> **Action item**
Which lines of the records below contain the word "NATTA"? Show each one.

> **Records for the task**
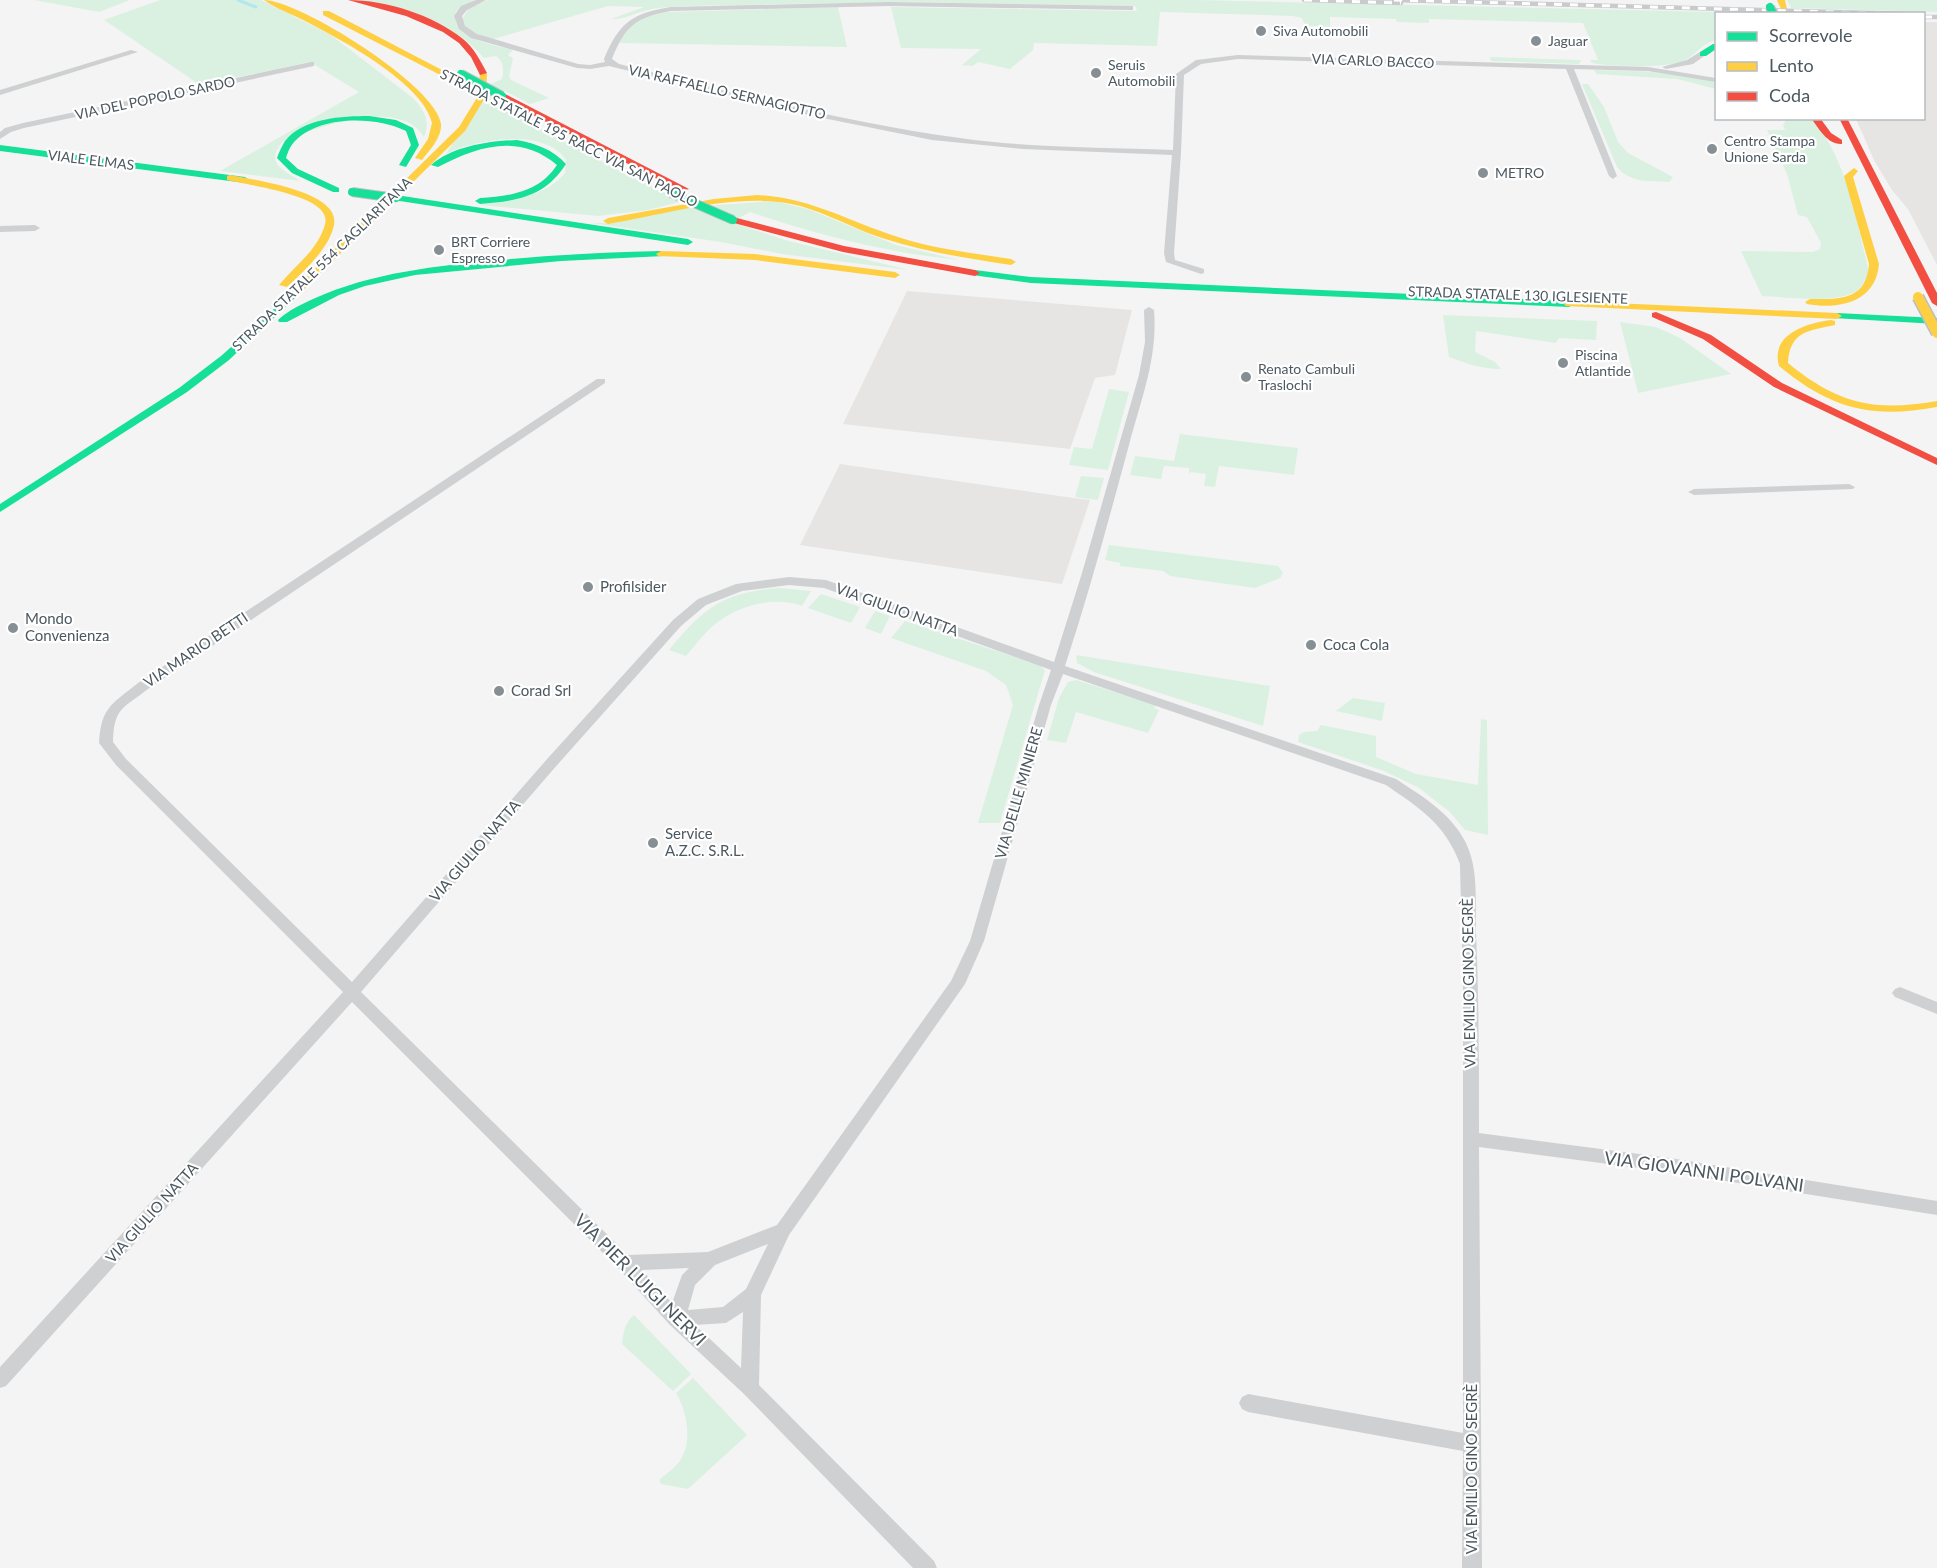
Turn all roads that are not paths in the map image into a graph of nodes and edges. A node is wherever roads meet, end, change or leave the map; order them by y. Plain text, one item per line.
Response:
1 (268, 0) edge
2 (293, 0) edge
3 (352, 0) edge
4 (482, 0) edge
5 (321, 3) dead end
6 (1130, 8) dead end
7 (1715, 47) edge
8 (134, 52) dead end
9 (610, 63) junction
10 (1704, 63) junction
11 (311, 64) dead end
12 (1569, 67) junction
13 (1648, 69) junction
14 (461, 78) junction
15 (1715, 78) edge
16 (1715, 79) edge
17 (0, 93) edge
18 (1817, 120) edge
19 (1829, 120) edge
20 (1843, 120) edge
21 (1854, 120) edge
22 (0, 136) edge
23 (0, 148) edge
24 (1177, 153) junction
25 (1848, 154) junction
26 (427, 156) junction
27 (1869, 170) junction
28 (1613, 176) dead end
29 (230, 178) junction
30 (408, 181) junction
31 (391, 186) junction
32 (336, 190) junction
33 (427, 200) junction
34 (452, 206) junction
35 (1872, 207) dead end
36 (557, 220) junction
37 (591, 226) junction
38 (1882, 226) dead end
39 (35, 228) dead end
40 (0, 229) edge
41 (1024, 264) dead end
42 (1047, 267) dead end
43 (1201, 271) dead end
44 (915, 274) junction
45 (1937, 274) edge
46 (1102, 280) junction
47 (1936, 300) edge
48 (1723, 303) junction
49 (1601, 305) junction
50 (1149, 310) dead end
51 (1937, 313) edge
52 (1903, 320) junction
53 (1937, 321) edge
54 (1937, 333) edge
55 (240, 334) junction
56 (601, 381) dead end
57 (183, 390) junction
58 (1937, 404) edge
59 (1937, 462) edge
60 (1849, 487) dead end
61 (1694, 492) dead end
62 (0, 499) edge
63 (0, 509) edge
64 (1059, 668) junction
65 (352, 992) junction
66 (1900, 993) dead end
67 (1937, 1008) edge
68 (1471, 1140) junction
69 (1937, 1208) edge
70 (783, 1230) junction
71 (709, 1260) junction
72 (624, 1263) junction
73 (752, 1295) junction
74 (676, 1319) junction
75 (0, 1380) edge
76 (750, 1388) junction
77 (1248, 1403) dead end
78 (1472, 1444) junction
79 (927, 1568) edge
80 (1472, 1568) edge

1 - 26 main road
2 - 14 main road, STRADA STATALE 195 RACC VIA SAN PAOLO
3 - 26 main road
4 - 9 street
5 - 14 main road, STRADA STATALE 195 RACC VIA SAN PAOLO
6 - 9 street, VIA RAFFAELLO SERNAGIOTTO
7 - 10 main road
8 - 17 street
9 - 24 street, VIA RAFFAELLO SERNAGIOTTO
10 - 13 street
10 - 15 street
11 - 22 street, VIA DEL POPOLO SARDO
12 - 13 street, VIA CARLO BACCO
12 - 24 street, VIA CARLO BACCO
12 - 28 street
13 - 16 street
14 - 46 main road, STRADA STATALE 195 RACC VIA SAN PAOLO
18 - 25 main road
19 - 25 main road
20 - 25 main road
21 - 25 main road
23 - 29 main road, VIALE ELMAS
24 - 43 street
25 - 27 main road
25 - 35 main road
25 - 48 main road
26 - 30 main road, STRADA STATALE 554 CAGLIARITANA
26 - 31 main road, STRADA STATALE 554 CAGLIARITANA
27 - 45 main road
27 - 47 main road
29 - 32 main road
29 - 55 main road
30 - 33 main road
30 - 57 main road, STRADA STATALE 554 CAGLIARITANA
31 - 32 main road, bridge
31 - 32 main road
31 - 33 main road
31 - 55 main road, STRADA STATALE 554 CAGLIARITANA
33 - 34 main road
34 - 36 main road
34 - 37 main road
36 - 37 main road
36 - 41 main road
37 - 44 main road
38 - 54 main road, bridge
39 - 40 street
42 - 46 main road
44 - 46 main road
44 - 57 main road
46 - 48 main road, STRADA STATALE 130 IGLESIENTE
46 - 49 main road, STRADA STATALE 130 IGLESIENTE
48 - 51 main road, STRADA STATALE 130 IGLESIENTE
49 - 52 main road, STRADA STATALE 130 IGLESIENTE
49 - 59 main road
50 - 64 street, VIA DELLE MINIERE
52 - 53 main road, STRADA STATALE 130 IGLESIENTE
52 - 58 main road
55 - 62 main road, STRADA STATALE 554 CAGLIARITANA
56 - 65 street, VIA MARIO BETTI
57 - 63 main road, STRADA STATALE 554 CAGLIARITANA
60 - 61 street
64 - 65 street, VIA GIULIO NATTA
64 - 68 street, VIA EMILIO GINO SEGRÈ
64 - 70 street, VIA DELLE MINIERE
65 - 72 street, VIA PIER LUIGI NERVI
65 - 75 street, VIA GIULIO NATTA
66 - 67 street
68 - 69 street, VIA GIOVANNI POLVANI
68 - 78 street, VIA EMILIO GINO SEGRÈ
70 - 71 street
70 - 73 street, VIA DELLE MINIERE
71 - 72 street
71 - 74 street
72 - 74 street, VIA PIER LUIGI NERVI
73 - 74 street, VIA DELLE MINIERE
73 - 76 street, VIA DELLE MINIERE
74 - 76 street, VIA PIER LUIGI NERVI
76 - 79 street, VIA PIER LUIGI NERVI
77 - 78 street
78 - 80 street, VIA EMILIO GINO SEGRÈ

> **Task output**
64 - 65 street, VIA GIULIO NATTA
65 - 75 street, VIA GIULIO NATTA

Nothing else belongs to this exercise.